Verliert der Stadtrat von Quedlinburg seinen demokratischen Kompass oder hat er ihn bereits verloren?

(eingereicht von Hans-Peter Fieweger als Leserbrief bei der Mitteldeutschen Zeitung am 20. Oktober 2024)

Mit Entsetzen habe ich den Beschluss über die Besetzung des Abgesandten für den Dachverein Reichenstraße aus der letzten Stadtratssitzung zur Kenntnis genommen. Eine Entscheidung über die Entsendung, aus dem dafür vorgesehenen Termin, wurde revidiert, da sich nachträglich Fraktionsstärken im Stadtrat geändert haben. Werden jetzt jedes Mal alte Entscheidung aufgehoben, weil sich Fraktionsgrößen nachträglich ändern? Oder werden sogar Entscheidungen kurzfristig ohne Grund abgesagt, weil die erwünschten Abgeordneten nicht in voller Stärke zur Abstimmung anwesend sind? In jüngster Zeit ist es jetzt schon zum zweiten Mal vorgekommen, dass eine getroffene Entscheidung, unter zweifelhaftem Vorwand, durch eine neue Entscheidung auf den Kopf gestellt wurde. Ist das die zukünftige Verfahrensweise für Stadtrat und -verwaltung, einmal unter demokratischen Mehrheitsverhältnissen nicht angenehme Entscheidungen in Nachhinein durch fadenscheinige Verwaltungstricksereien in gewollte Entscheidungen zu ändern? Wo bleibt der demokratische Ansatz, getroffene Entscheidungen aufgrund vorliegender Mehrheitsverhältnisse zu akzeptieren? Was mich am meisten entsetzt ist die Steigbügelhaltung der CDU. Konrad Adenauer und Helmut Kohl drehen sich in ihren Gräbern nicht nur um, nein sie werden doppelte Salti schlagen, was aus ihrer stolzen Partei geworden ist. Eine Partei die sich anscheinend nicht zu schade ist, der umstrittenen AfD als Steigbügelhalter für ihre fragwürdige Demokratieauslegung behilflich zu sein. Jeder möge seine eigenen Rückschlüsse aus dieser so antidemokratischen Vorgehensweise ziehen.

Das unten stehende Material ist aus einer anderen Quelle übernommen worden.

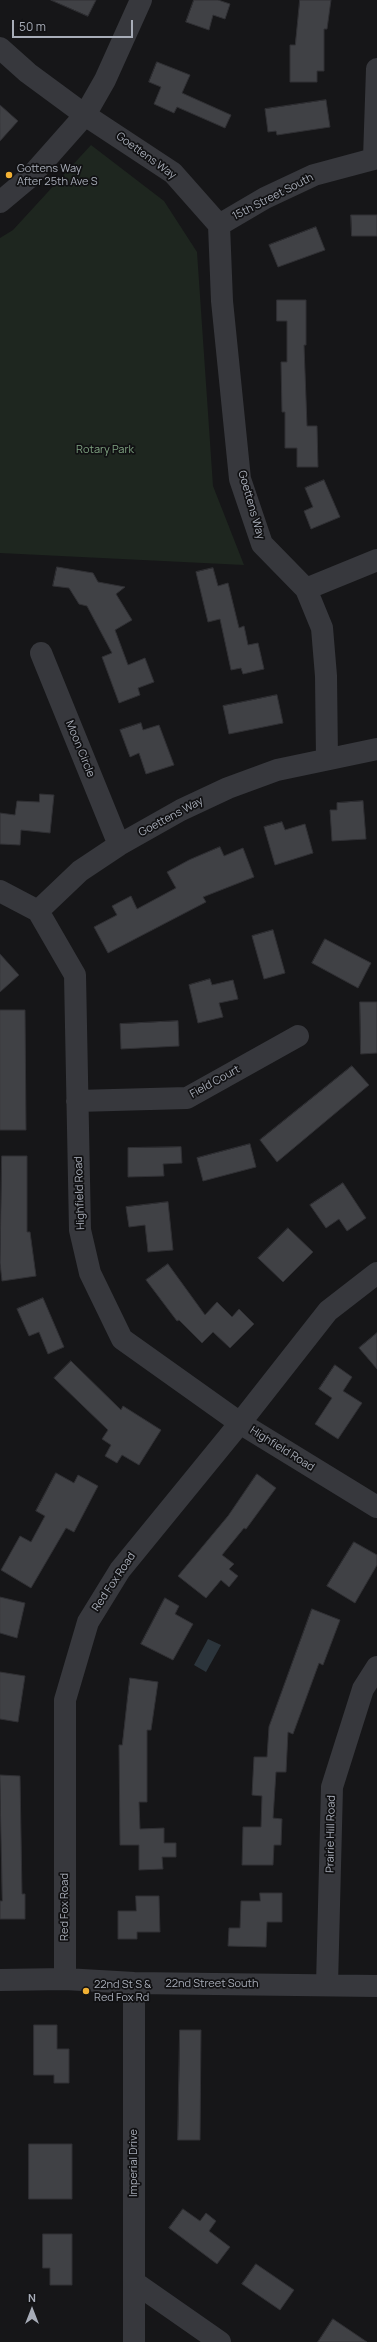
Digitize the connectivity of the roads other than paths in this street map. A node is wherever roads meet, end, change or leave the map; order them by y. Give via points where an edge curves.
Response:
1 (141, 0) edge
2 (0, 48) edge
3 (377, 69) edge
4 (85, 115) junction
5 (376, 158) edge
6 (0, 202) edge
7 (218, 225) junction
8 (377, 560) edge
9 (306, 589) junction
10 (41, 653) dead end
11 (377, 749) edge
12 (327, 759) junction
13 (119, 846) junction
14 (0, 891) edge
15 (38, 911) junction
16 (298, 1036) dead end
17 (77, 1101) junction
18 (377, 1273) edge
19 (240, 1423) junction
20 (377, 1507) edge
21 (377, 1667) edge
22 (65, 1979) junction
23 (0, 1980) edge
24 (134, 1984) junction
25 (327, 1985) junction
26 (377, 1986) edge
27 (134, 2282) junction
28 (134, 2342) edge
29 (220, 2342) edge

1 - 4 street via 105,80
2 - 4 street via 28,73
3 - 5 street
4 - 6 street via 31,176
4 - 7 street, Goettens Way via 173,173
5 - 7 street, 15th Street South via 314,175 265,198
7 - 9 street, Goettens Way via 222,301 240,479 262,544
8 - 9 street
9 - 12 street, Goettens Way via 322,628 326,676
10 - 13 street, Moon Circle
11 - 12 street
12 - 13 street, Goettens Way via 277,770 228,788 181,810
13 - 15 street, Goettens Way via 80,871
14 - 15 street
15 - 17 street, Highfield Road via 75,975
16 - 17 street, Field Court via 187,1098
17 - 19 street, Highfield Road via 80,1230 90,1273 122,1339
18 - 19 street, Red Fox Road via 328,1311
19 - 20 street, Highfield Road
19 - 22 street, Red Fox Road via 120,1570 88,1622 65,1700
21 - 25 street, Prairie Hill Road via 363,1689 332,1787
22 - 23 street, 22nd Street South
22 - 24 street, 22nd Street South
24 - 25 street, 22nd Street South
24 - 27 street, Imperial Drive
25 - 26 street, 22nd Street South
27 - 28 street, Imperial Drive
27 - 29 street

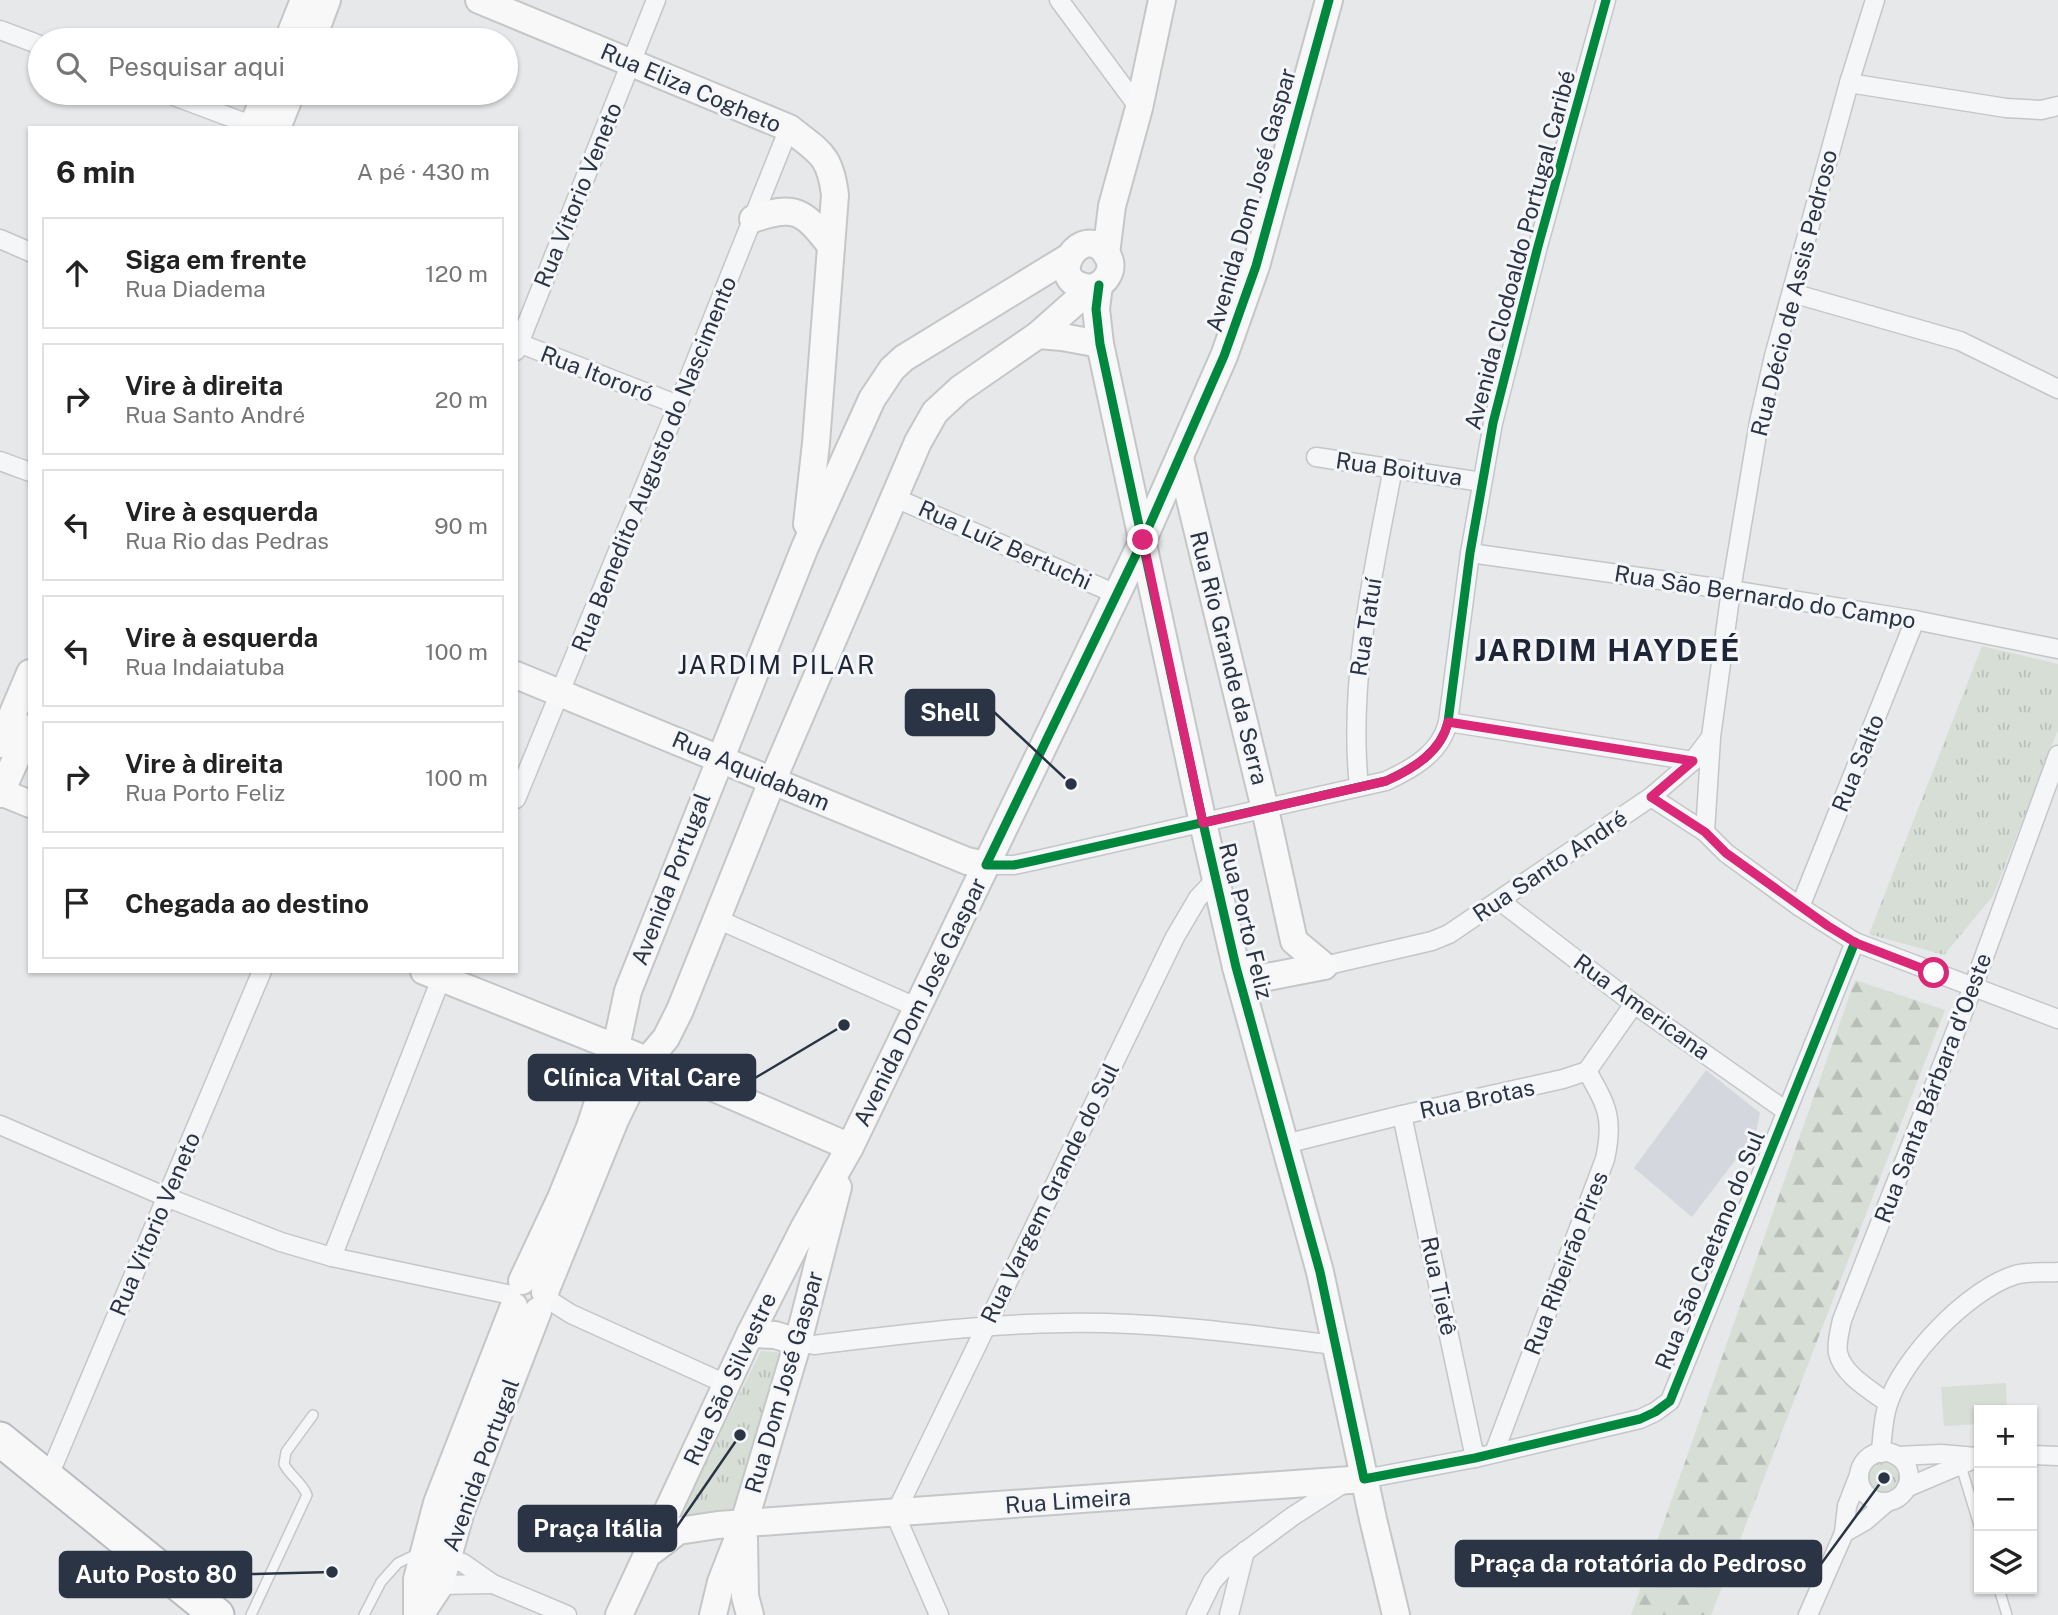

Das Glaubwürdigkeitsproblem der Quedlinburger CDU

(eingereicht als Leserbrief bei der Mitteldeutschen Zeitung am 5. Juli 2024)

In der konstituierenden Stadtratssitzung für die beginnende Legislaturperiode wurden die Vertreter für die einzelnen Gremien und den Vorsitz des Stadtrates gewählt. In einer geheimen Wahlabstimmung wurde ein erstmalig in den Stadtrat gewählter Vertreter der AfD Fraktion mit überwältigender Mehrheit als erster Stellvertreter für den Stadtratsvorsitz gewählt. Die für den Kandidaten abgegebenen Stimmen lassen eindeutig den Rückschluss zu, dass alle Stadtratsmitglieder der CDU diesen Kandidaten unterstützt haben. Aufgrund der vor der Wahl getätigten Äußerungen der CDU-Kandidaten fragt man sich, warum wurde so schnell die Meinung zur AfD geändert? Es stellt sich natürlich auch die Frage, ob alle CDU Stadtratsmitglieder per Fraktionszwang den Meinungsführern auch in geheimen Wahlabstimmung ohne Widerspruch folgen, obwohl man gerade hier seinem eigenem Gewissen folgen könnte. Beides sind bedenkliche Anzeichen. Die Entscheidung für die Unterstützung des betreffenden Kandidaten mit dem Wahlergebnis der anderen Parteien zu begründen kann nur als missglückt betrachtet werden. Über mehrere Legislaturperioden war Herr Dieter Schmidt Vorsitzender des Stadtrates, ohne dass die SPD-Fraktion die größte Fraktion stellte oder als Wahlsieger hervorgegangen war.